Directions for this task:
Starting at the line that contains "index mcp: (288, 309)" and stopping at the line that contains "pinky tip: (163, 107)", restate each line of the records below exactly. Omit the pictures.

Exercise inputs:

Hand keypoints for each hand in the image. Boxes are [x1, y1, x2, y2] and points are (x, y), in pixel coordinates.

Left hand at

* * *

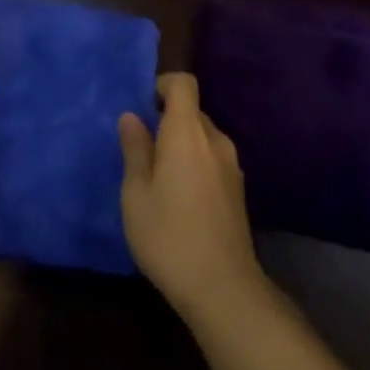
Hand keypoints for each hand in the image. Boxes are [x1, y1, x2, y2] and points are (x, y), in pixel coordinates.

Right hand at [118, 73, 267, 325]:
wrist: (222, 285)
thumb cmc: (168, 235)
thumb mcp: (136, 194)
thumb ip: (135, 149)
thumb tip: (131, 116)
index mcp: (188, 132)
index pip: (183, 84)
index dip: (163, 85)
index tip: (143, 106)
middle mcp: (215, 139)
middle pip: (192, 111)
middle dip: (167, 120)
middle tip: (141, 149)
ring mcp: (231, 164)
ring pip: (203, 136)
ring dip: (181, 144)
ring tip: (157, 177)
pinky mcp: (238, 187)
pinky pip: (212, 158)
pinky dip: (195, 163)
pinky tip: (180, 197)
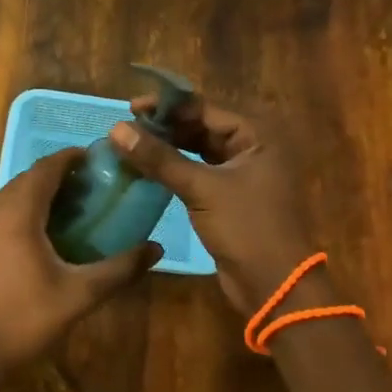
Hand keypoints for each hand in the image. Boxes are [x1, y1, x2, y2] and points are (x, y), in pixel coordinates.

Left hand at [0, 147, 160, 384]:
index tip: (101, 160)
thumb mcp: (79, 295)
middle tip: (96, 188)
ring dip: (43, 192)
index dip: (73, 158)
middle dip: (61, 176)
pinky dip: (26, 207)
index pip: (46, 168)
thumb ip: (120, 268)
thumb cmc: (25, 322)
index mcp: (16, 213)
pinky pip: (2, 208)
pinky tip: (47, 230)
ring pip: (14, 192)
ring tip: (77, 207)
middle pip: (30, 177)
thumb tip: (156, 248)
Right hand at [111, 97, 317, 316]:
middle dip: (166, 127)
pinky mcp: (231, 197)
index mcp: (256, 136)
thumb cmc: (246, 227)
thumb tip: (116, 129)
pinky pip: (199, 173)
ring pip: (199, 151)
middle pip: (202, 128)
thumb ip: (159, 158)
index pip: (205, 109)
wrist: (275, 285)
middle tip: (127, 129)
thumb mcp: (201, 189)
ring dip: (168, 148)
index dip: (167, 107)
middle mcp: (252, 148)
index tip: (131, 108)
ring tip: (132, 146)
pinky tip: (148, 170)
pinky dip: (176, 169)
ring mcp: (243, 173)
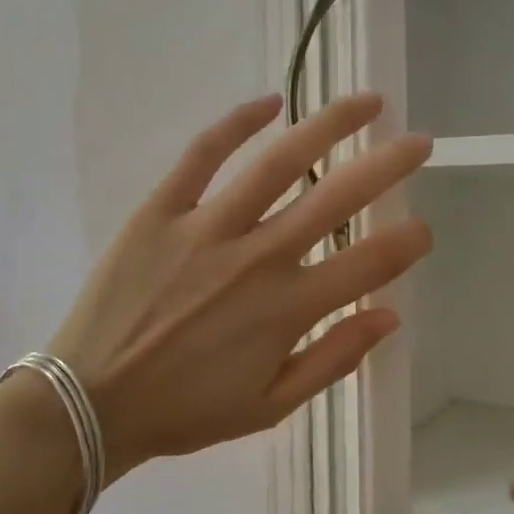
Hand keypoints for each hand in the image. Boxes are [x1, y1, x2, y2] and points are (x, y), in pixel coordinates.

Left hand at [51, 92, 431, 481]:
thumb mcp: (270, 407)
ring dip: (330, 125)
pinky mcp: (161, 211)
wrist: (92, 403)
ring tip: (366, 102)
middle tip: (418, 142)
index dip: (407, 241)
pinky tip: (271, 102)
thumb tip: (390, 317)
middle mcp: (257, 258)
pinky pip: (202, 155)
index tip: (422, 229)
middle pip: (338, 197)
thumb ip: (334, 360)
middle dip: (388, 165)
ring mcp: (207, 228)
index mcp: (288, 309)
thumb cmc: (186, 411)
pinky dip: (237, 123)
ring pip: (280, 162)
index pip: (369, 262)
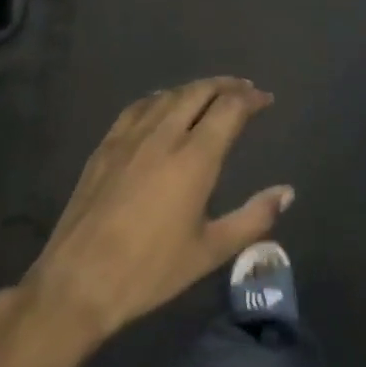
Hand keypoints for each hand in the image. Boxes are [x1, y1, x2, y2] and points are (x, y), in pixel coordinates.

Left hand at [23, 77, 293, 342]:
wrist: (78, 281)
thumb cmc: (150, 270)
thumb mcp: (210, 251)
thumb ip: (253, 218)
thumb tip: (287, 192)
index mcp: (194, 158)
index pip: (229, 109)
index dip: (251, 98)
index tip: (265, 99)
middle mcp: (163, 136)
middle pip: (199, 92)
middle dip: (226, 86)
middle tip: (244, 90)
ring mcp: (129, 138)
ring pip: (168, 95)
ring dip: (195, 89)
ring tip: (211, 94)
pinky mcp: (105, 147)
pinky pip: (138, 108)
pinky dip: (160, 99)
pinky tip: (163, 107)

--

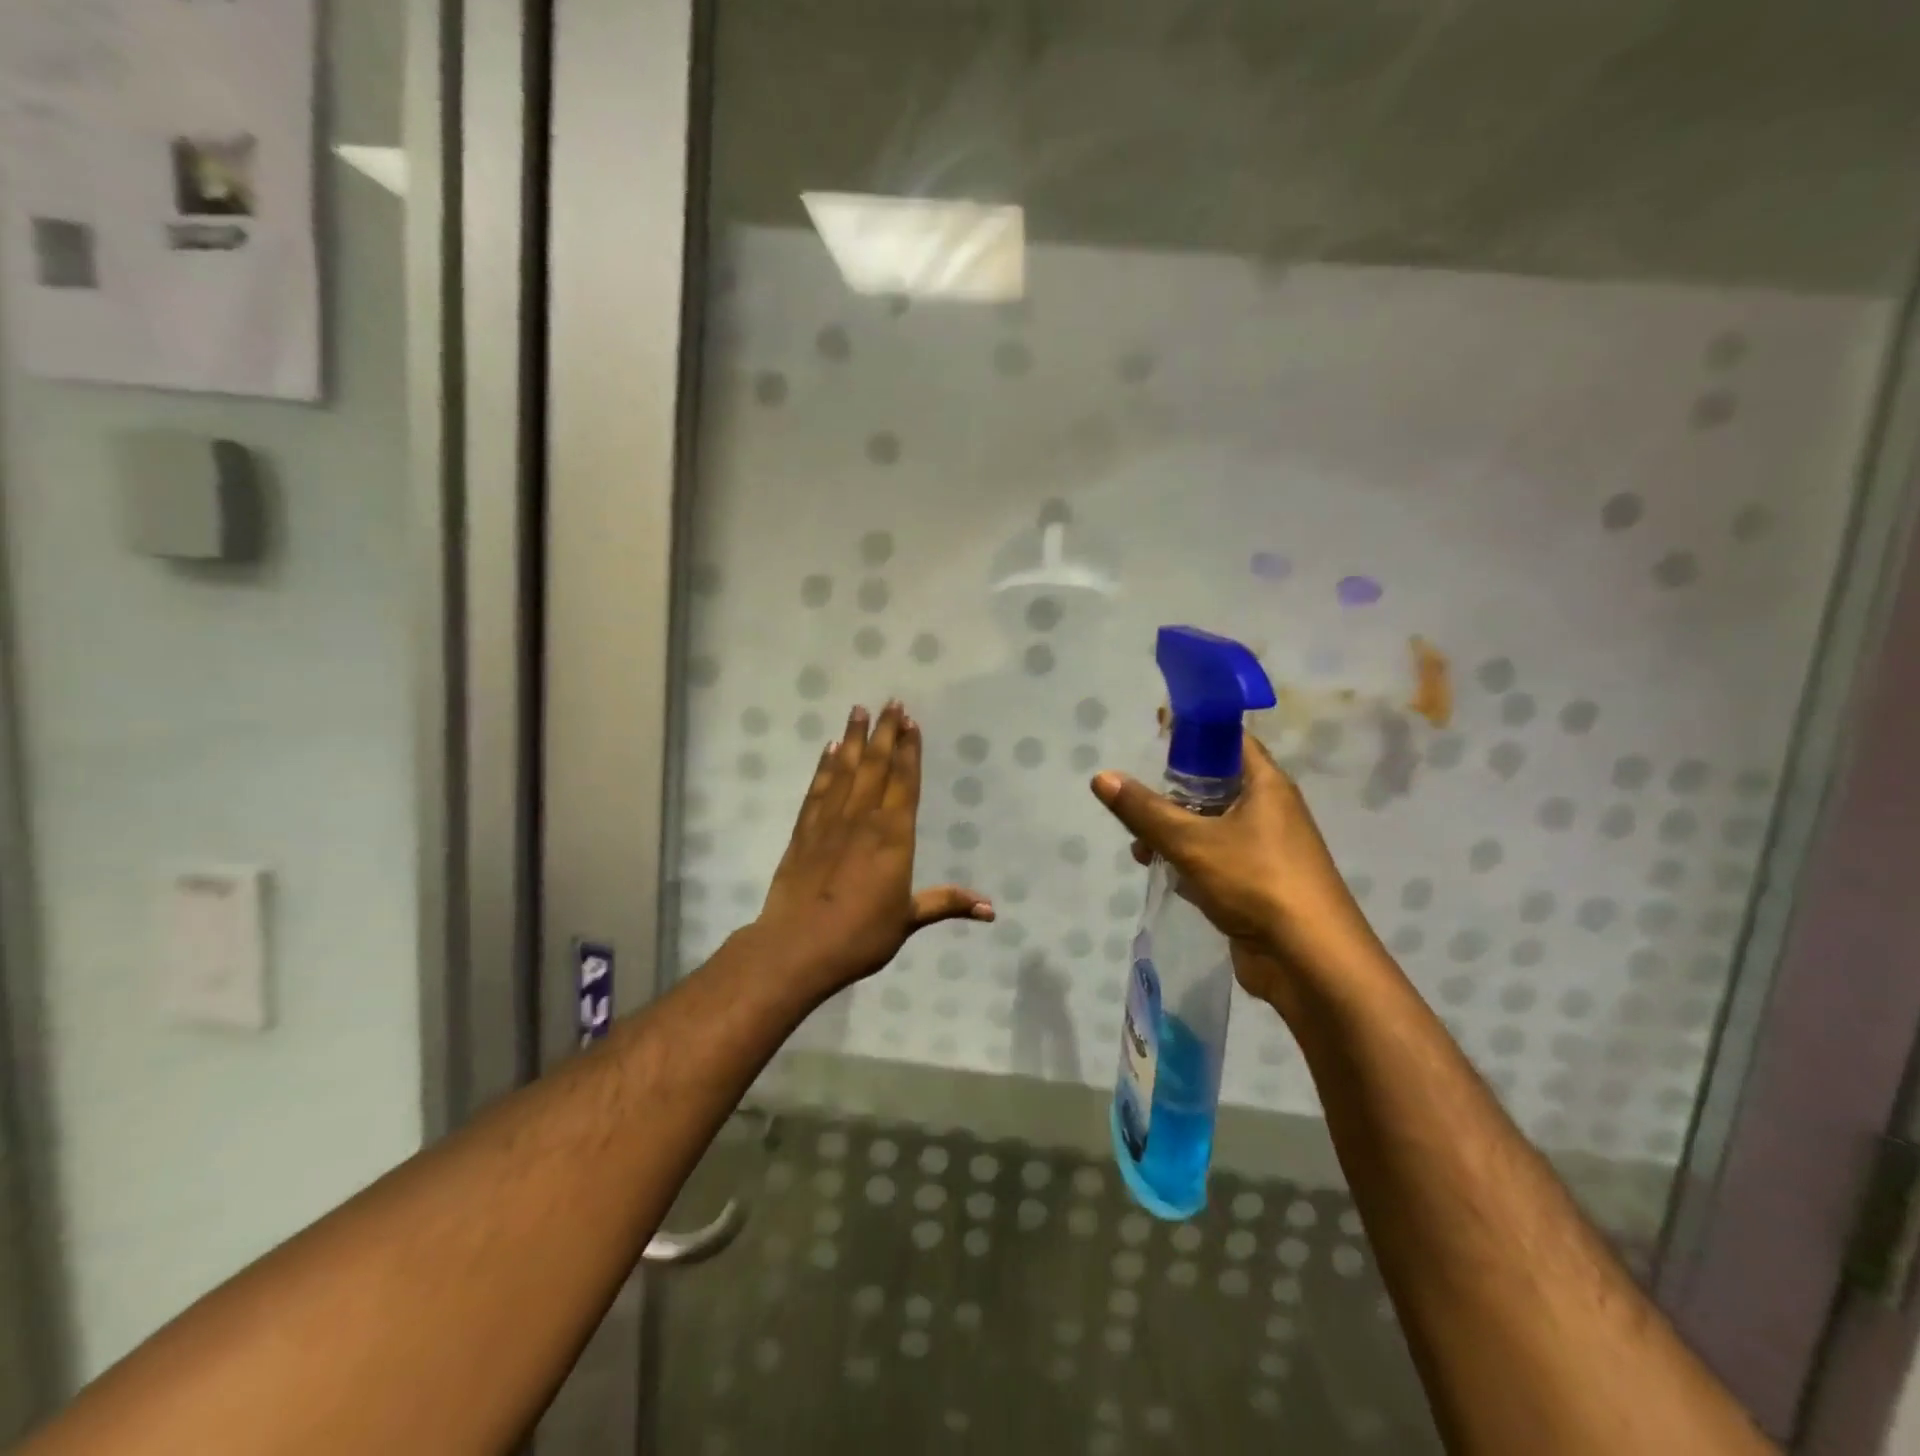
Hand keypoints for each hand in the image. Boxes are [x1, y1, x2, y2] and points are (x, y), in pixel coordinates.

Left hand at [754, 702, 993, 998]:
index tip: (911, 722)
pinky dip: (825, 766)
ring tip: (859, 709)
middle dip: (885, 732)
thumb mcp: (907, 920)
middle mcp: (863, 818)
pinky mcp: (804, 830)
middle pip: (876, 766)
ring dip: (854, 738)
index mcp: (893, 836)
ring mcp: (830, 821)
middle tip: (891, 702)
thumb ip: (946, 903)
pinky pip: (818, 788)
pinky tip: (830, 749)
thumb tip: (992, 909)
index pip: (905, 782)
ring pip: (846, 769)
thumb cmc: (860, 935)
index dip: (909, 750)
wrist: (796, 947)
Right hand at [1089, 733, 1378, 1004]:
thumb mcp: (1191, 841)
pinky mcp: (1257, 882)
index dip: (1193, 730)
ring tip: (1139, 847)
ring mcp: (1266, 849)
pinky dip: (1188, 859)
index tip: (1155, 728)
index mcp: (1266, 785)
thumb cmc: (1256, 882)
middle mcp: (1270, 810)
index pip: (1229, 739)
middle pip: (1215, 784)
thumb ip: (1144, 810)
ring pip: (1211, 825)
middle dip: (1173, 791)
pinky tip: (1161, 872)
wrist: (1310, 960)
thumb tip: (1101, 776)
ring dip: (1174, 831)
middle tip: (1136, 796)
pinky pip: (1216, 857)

Written reply:
index mcp: (288, 309)
thumb cmc: (186, 411)
pinky dip: (237, 123)
ring pip: (280, 162)
index pip: (369, 262)
Hand keypoints for each hand in the image. Boxes are [x1, y1, x2, y2] and points are (x, y), in pixel coordinates.

Left hand at [23, 77, 293, 342]:
wrist: (78, 281)
thumb cmc: (150, 270)
thumb mcp: (210, 251)
thumb ip: (253, 218)
thumb tip: (287, 192)
index mcp: (194, 158)
index pip: (229, 109)
index dip: (251, 98)
index tip: (265, 99)
middle mcp: (163, 136)
middle pip: (199, 92)
middle dip: (226, 86)
middle tip: (244, 90)
ring mcp: (129, 138)
ring pip: (168, 95)
ring dip: (195, 89)
ring tip: (211, 94)
pinky mcp: (105, 147)
pinky pip: (138, 108)
pinky dip: (160, 99)
pinky tip: (163, 107)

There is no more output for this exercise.